---
title: "Parallel Testing"
output: rmarkdown::html_vignette
vignette: >
  %\VignetteIndexEntry{Parallel Testing}
  %\VignetteEngine{knitr::rmarkdown}
  %\VignetteEncoding{UTF-8}
---

```{r, include = FALSE}
knitr::opts_chunk$set(
  collapse = TRUE,
  comment = "#>"
)
```

```{r setup}
library(segtest)
```

We provide a walk-through of how to run tests for segregation distortion at many loci in parallel.

Data sets `ufit`, `ufit2`, and `ufit3` contain the genotyping output of `updog::multidog()` using three different models.

- `ufit`: Uses the `norm` model without specifying who the parents are.
- `ufit2`: Uses the `f1pp` model, specifying the parents.
- `ufit3`: Uses the `f1` model, specifying the parents.

You can convert this genotyping output to what `multi_lrt()` expects using `multidog_to_g()`.

If you did *not* use the `f1pp` or `f1` models, use ether the `all_gl` (to run tests using genotype log-likelihoods) or `all_g` (to run tests assuming genotypes are known) options, and you must specify the ID's of the parents.

```{r}
o1 <- multidog_to_g(ufit, type = "all_g", p1 = "indigocrisp", p2 = "sweetcrisp")
o2 <- multidog_to_g(ufit, type = "all_gl", p1 = "indigocrisp", p2 = "sweetcrisp")
```

If you *did* use the `f1pp` or `f1` models, use either the `off_gl` (to run tests using genotype log-likelihoods) or `off_g` (to run tests assuming genotypes are known) options.

```{r}
o3 <- multidog_to_g(ufit2, type = "off_g")
o4 <- multidog_to_g(ufit2, type = "off_gl")
o5 <- multidog_to_g(ufit3, type = "off_g")
o6 <- multidog_to_g(ufit3, type = "off_gl")
```

We would recommend *always* using genotype log-likelihoods.
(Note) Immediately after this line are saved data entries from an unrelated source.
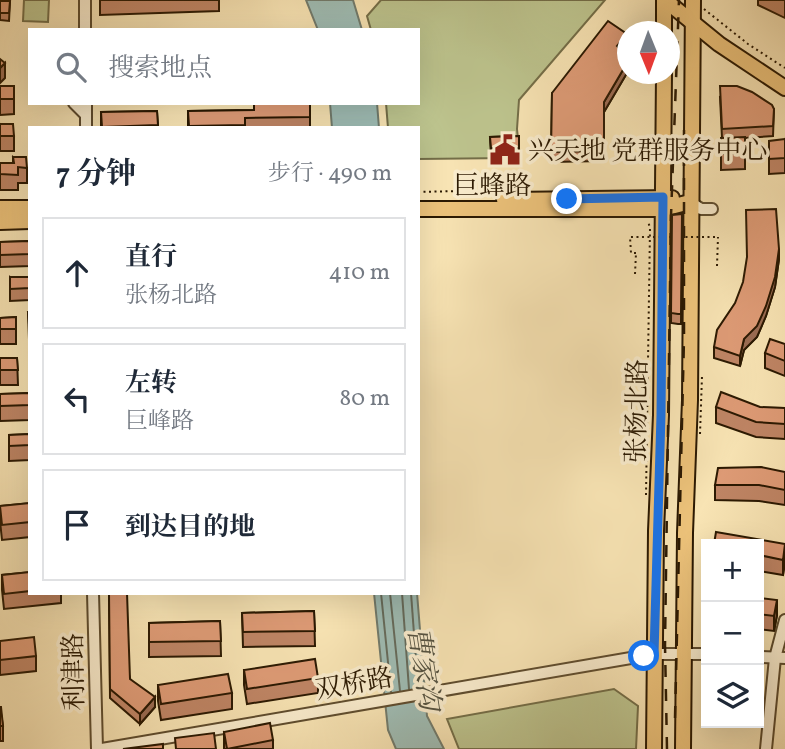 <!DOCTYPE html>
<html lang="zh">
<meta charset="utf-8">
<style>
:root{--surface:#fff;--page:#f6f6f7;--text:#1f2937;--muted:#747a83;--line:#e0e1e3}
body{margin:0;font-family:Vollkorn,"Noto Serif SC",serif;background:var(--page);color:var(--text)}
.controls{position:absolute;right:21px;bottom:21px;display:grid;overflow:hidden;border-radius:0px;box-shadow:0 7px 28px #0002}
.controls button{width:63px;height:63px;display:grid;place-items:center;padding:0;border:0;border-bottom:2px solid var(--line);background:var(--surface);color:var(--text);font:35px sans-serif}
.compass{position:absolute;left:617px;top:21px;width:63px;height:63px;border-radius:50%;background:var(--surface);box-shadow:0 7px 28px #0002;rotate:179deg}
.stop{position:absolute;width:21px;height:21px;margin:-16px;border:5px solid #1a73e8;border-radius:50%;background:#fff}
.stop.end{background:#1a73e8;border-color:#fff;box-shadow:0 2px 7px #0008}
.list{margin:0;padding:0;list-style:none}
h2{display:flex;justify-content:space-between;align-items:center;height:91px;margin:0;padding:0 28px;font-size:30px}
h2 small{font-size:23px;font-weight:400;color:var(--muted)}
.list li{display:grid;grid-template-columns:46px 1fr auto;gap:21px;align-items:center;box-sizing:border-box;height:112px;margin:0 14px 14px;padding:0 14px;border:2px solid var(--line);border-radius:0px}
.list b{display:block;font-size:26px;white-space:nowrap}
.list p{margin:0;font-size:23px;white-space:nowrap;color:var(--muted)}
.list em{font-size:23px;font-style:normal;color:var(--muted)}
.icon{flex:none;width:38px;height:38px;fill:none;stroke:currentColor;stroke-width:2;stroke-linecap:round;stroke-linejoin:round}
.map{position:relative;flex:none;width:785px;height:749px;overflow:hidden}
.search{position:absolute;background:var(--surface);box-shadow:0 7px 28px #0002;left:28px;top:28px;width:392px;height:77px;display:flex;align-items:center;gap:18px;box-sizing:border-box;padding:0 24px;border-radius:0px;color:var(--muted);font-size:26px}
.panel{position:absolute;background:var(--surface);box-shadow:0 7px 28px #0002;left:28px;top:126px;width:392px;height:469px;border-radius:0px}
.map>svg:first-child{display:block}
</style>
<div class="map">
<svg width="785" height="749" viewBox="0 0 785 749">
<rect width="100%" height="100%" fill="#f8e4b4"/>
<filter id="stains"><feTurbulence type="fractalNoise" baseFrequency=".00286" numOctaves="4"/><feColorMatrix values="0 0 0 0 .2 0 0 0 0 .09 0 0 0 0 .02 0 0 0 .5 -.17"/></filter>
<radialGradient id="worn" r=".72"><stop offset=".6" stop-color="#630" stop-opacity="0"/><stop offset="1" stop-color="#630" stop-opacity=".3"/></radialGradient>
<g fill="#bdc48e" stroke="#746e48" stroke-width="2">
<polygon points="24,0 49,0 48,22 23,21"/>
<polygon points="381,0 605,0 519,100 517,129 520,158 418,159 418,128 388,128 386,103 418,103 418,30 371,30 367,16"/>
<polygon points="614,689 638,706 636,749 459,749 447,719"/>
</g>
<g fill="#9fbdb5" stroke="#717b6d" stroke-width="2">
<polygon points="306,0 353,0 362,30 318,30"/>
<polygon points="330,103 377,103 379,128 332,128"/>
<polygon points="374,593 417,593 427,716 444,749 396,749 388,730"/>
</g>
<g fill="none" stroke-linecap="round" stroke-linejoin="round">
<g stroke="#656b5c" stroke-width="2">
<polyline points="381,593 391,692"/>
<polyline points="390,593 400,691"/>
<polyline points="402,593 409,689"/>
<polyline points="411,593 418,688"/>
</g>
<g stroke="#5e4c2e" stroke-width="14">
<g id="minor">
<polyline points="85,0 85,30"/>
<polyline points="74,103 86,115"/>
<polyline points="86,103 86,128"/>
<polyline points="690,202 701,209 712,209"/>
<polyline points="93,593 97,749"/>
<polyline points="759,657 785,658"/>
<polyline points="102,749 654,654 706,654"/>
<polyline points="766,749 775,658 785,620"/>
</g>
</g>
<g stroke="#2b1902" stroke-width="18">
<g id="major">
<polyline points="664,0 664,32"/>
<polyline points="665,0 719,44 785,88"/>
<polyline points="504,200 672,198"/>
<polyline points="0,208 30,208"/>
<polyline points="418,209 663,209 690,202"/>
<polyline points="0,222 30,221"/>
<polyline points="654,749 656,531 661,415 664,74"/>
<polyline points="683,749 685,533 690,400 693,0"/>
</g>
</g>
<g stroke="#2b1902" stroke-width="2" stroke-dasharray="2 3.5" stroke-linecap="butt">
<polyline points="704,9 748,44 785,68"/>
<polyline points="418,192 499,190"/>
<polyline points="717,266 718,237"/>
<polyline points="635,274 636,253"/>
<polyline points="700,434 702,376"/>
<polyline points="646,495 650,228 648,221"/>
</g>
<use href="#minor" stroke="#faedce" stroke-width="10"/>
<use href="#major" stroke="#ecc27a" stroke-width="14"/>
<g stroke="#2b1902" stroke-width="2.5" stroke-dasharray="12 12" stroke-linecap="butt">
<polyline points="675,718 684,338 684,130"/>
<polyline points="667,749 665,645 671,216 679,0"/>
</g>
<g stroke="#2b1902" stroke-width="2" stroke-dasharray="2 3.5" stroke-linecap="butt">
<polyline points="680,237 718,237"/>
<polyline points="636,253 631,253 630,237 675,237"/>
</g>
</g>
<g fill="#bf8565" stroke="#2b1902" stroke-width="2">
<polygon points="100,0 219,0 219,11 100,15"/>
<polygon points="758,0 785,0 785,18 758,5"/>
<polygon points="0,1 10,1 9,21 0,20"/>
<polygon points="627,45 622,51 627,57 627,73 604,112 604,161 551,162 552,93"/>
<polygon points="0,86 14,86 14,114 0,115"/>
<polygon points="720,97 774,109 773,136 745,138 745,169 721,170 721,138 722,138"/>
<polygon points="310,103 310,128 188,128 188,111 254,110"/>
<polygon points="157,111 158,128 101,128 101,112"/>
<polygon points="0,124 14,136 14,151 0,151"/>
<polygon points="519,136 519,156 491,156 490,137"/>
<polygon points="785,139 785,173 769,174 769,159"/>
<polygon points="13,157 27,168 27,183 18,183 18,190 0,190 0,174 13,163"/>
<polygon points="682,214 681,324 678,324 671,323 672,215"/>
<polygon points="30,241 30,266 0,267 0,242"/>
<polygon points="779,259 775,287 766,316 757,337 744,350 740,366 714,358 714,347"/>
<polygon points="10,277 30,288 30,300 10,301"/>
<polygon points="28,312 30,312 30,339 29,339"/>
<polygon points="16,317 16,344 0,344 0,318"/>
<polygon points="785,344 785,376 765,368 765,353"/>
<polygon points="0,358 17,358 18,385 0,385"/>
<polygon points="30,393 30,420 0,421 0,394"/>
<polygon points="716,407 785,408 785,439 756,437 716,423"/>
<polygon points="30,434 30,460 9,461 9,435"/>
<polygon points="785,472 785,505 759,501 715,500 715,485"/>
<polygon points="30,503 30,537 2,540 0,521 0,506"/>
<polygon points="759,544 785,544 783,575 759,571"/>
<polygon points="30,572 30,593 61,593 61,603 4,609 2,590 2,575"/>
<polygon points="109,593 130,679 155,707 140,724 110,698"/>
<polygon points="759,598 777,615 774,631 759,629"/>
<polygon points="314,611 315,646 243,647 242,613"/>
<polygon points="220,621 221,656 149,657 149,623"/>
<polygon points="0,641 36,656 36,671 0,675"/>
<polygon points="244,670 318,678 318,693 247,704 244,685"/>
<polygon points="158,685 232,693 232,709 161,720 158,701"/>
<polygon points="0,707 3,726 3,741 0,741"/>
<polygon points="224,732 273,740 273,749 224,749"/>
</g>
<g fill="#9b6c53" stroke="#2b1902" stroke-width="2">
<polygon points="627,34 627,45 617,56 617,46"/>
<polygon points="5,63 5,78 0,83 0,68"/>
<polygon points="627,63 627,73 604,112 604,102"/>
<polygon points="779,249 779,259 775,287 766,316 757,337 744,350 740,366 740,356 744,339"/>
<polygon points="785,549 785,564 783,575 783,560"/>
<polygon points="777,600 777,615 774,631 774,616"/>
<polygon points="155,697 155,707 140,724 140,714"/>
</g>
<g fill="#de9b76" stroke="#2b1902" stroke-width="2">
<polygon points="0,1 10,1 9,13 0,13"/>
<polygon points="608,21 627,34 617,46 627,57 627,63 604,102 604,151 551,152 552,93"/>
<polygon points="0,59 5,63 0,68"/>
<rect x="0" y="86" width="14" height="13"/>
<polygon points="720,86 737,86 752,92 772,105 774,109 773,126 722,129"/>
<polygon points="254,103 310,103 310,117 245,118 245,125 189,126 188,111 254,110"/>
<polygon points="157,111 158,125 102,127 101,112"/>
<polygon points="0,124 13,124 14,136 0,136"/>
<polygon points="519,136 519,148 491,148 490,137"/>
<polygon points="745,137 745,154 721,154 721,138"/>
<polygon points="785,139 785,158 769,159 769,141"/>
<polygon points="13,157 26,157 27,168 18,167 18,175 0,174 0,163 14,163"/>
<polygon points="776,209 779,249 775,277 766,306 757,326 744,339 740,356 714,347 717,330 735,303 743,282 747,257 746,210"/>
<polygon points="682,214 681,314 678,314 671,313 672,215"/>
<polygon points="30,241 30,254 0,255 0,242"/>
<polygon points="10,277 30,277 30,288 10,289"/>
<polygon points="28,312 30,312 30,324 29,324"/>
<polygon points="16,317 16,329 0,329 0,318"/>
<polygon points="770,339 785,344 785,361 765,353"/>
<polygon points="0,358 17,358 18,370 0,370"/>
<polygon points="721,392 760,407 785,408 785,424 756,422 716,407"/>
<polygon points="30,393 30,405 0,406 0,394"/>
<polygon points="30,434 30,445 9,446 9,435"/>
<polygon points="761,467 785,472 785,490 759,485 715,485 718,468"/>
<polygon points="30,503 30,522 2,525 0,506"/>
<polygon points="716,532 785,544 783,560 759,555 759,544 714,544"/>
<polygon points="30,572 30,591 4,594 2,575"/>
<polygon points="109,593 127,593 130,679 155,697 140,714 110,689"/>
<polygon points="759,598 777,600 774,616 759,614"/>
<polygon points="314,611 315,631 243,632 242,613"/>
<polygon points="220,621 221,641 149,642 149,623"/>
<polygon points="34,637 36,656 0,660 0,641"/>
<polygon points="315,659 318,678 247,689 244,670"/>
<polygon points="228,674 232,693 161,704 158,685"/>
<polygon points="0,707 1,707 3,726 0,726"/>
<polygon points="270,723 273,740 227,749 224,732"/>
<polygon points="214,733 216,749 176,749 175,738"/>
<polygon points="163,744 163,749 123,749"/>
</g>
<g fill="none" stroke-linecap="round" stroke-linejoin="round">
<polyline stroke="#1a73e8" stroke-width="9" points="567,199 663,197 661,415 654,654 644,656"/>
</g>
<defs>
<g id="civic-bare" transform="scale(2.415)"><path d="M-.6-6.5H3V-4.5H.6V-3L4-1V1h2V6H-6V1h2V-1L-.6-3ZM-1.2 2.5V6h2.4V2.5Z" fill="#8f2418" stroke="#faedce" stroke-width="2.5" paint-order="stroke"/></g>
</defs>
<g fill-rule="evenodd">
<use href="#civic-bare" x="505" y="150"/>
</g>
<g text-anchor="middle" stroke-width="7" stroke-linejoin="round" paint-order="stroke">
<g font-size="26" fill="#2b1902" stroke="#faedce" text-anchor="start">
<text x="528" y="159">兴天地 党群服务中心</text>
</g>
<g font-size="26" fill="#2b1902" stroke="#faedce">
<text x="492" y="194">巨蜂路</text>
<text transform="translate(636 411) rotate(-89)" y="9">张杨北路</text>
<text transform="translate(73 672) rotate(-91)" y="9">利津路</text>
<text transform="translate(354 683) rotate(-10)" y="9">双桥路</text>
</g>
<g font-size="28" font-style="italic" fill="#545241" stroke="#faedce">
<text transform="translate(425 668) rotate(81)" y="10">曹家沟</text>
</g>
</g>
<rect width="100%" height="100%" filter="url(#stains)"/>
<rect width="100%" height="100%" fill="url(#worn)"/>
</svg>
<div class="controls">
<button>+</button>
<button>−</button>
<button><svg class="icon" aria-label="layers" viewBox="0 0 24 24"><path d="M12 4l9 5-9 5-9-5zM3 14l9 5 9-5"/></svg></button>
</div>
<svg class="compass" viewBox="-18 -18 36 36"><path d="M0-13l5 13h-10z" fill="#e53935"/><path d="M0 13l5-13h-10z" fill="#747a83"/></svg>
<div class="stop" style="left:644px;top:656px"></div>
<div class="stop end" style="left:567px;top:199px"></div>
<div class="search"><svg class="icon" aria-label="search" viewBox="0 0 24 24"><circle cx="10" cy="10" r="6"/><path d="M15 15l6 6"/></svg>搜索地点</div>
<section class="panel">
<h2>7 分钟<small>步行 · 490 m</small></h2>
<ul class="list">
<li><svg class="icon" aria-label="ahead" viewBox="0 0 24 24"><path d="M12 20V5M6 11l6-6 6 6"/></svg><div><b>直行</b><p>张杨北路</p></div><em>410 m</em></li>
<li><svg class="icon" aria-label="left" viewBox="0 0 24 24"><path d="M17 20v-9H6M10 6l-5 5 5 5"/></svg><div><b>左转</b><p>巨峰路</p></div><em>80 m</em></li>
<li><svg class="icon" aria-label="arrive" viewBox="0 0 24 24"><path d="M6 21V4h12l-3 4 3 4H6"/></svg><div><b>到达目的地</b></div></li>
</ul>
</section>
</div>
But the option is there for known genotypes.

Parallelization support is provided through the future package. You specify how to implement parallelization using `future::plan()`. Then you run `multi_lrt()`. Then you shut down the parallelization with `future::plan()`. The most common plan is `future::multisession()`, where you specify the number of parallel processes with the `workers` argument. You can get the maximum number of workers via `future::availableCores()`

```{r}
future::availableCores()
```

So a typically workload looks something like this:
```{r}
future::plan(future::multisession(workers = 2))
mout <- multi_lrt(g = o2$g, p1 = o2$p1, p2 = o2$p2)
future::plan(future::sequential())
```

The output is a data frame. The most important parts of this are the `snp` and `p_value` columns. As a reminder, please ignore the `alpha`, `xi1`, and `xi2` estimates. Those are noisy. Please don't use them for real work.
```{r}
mout[c("snp", "p_value")]
```

It looks like SNPs *12_31029646* and *2_20070837* are in possible segregation distortion. Let's look at the posterior mode genotypes of SNP 2_20070837:
```{r}
o1$g["2_20070837", ]
o1$p1["2_20070837"]
o1$p2["2_20070837"]
```
So SNP 2_20070837 likely got flagged because of two individuals that are very likely a genotype of 3, which is impossible if the parents have genotypes 0 and 2.

For SNP 12_31029646, let's compare the expected frequencies against the observed modes.
```{r}
offspring_gf_2(alpha = 0.1249, xi1 = 1/3, p1 = 2, p2 = 0)
o1$g["12_31029646", ] / sum(o1$g["12_31029646", ])
o1$p1["12_31029646"]
o1$p2["12_31029646"]
```
So SNP 12_31029646 likely got flagged because there are too many individuals with a genotype of 2, and not enough with a genotype of 0.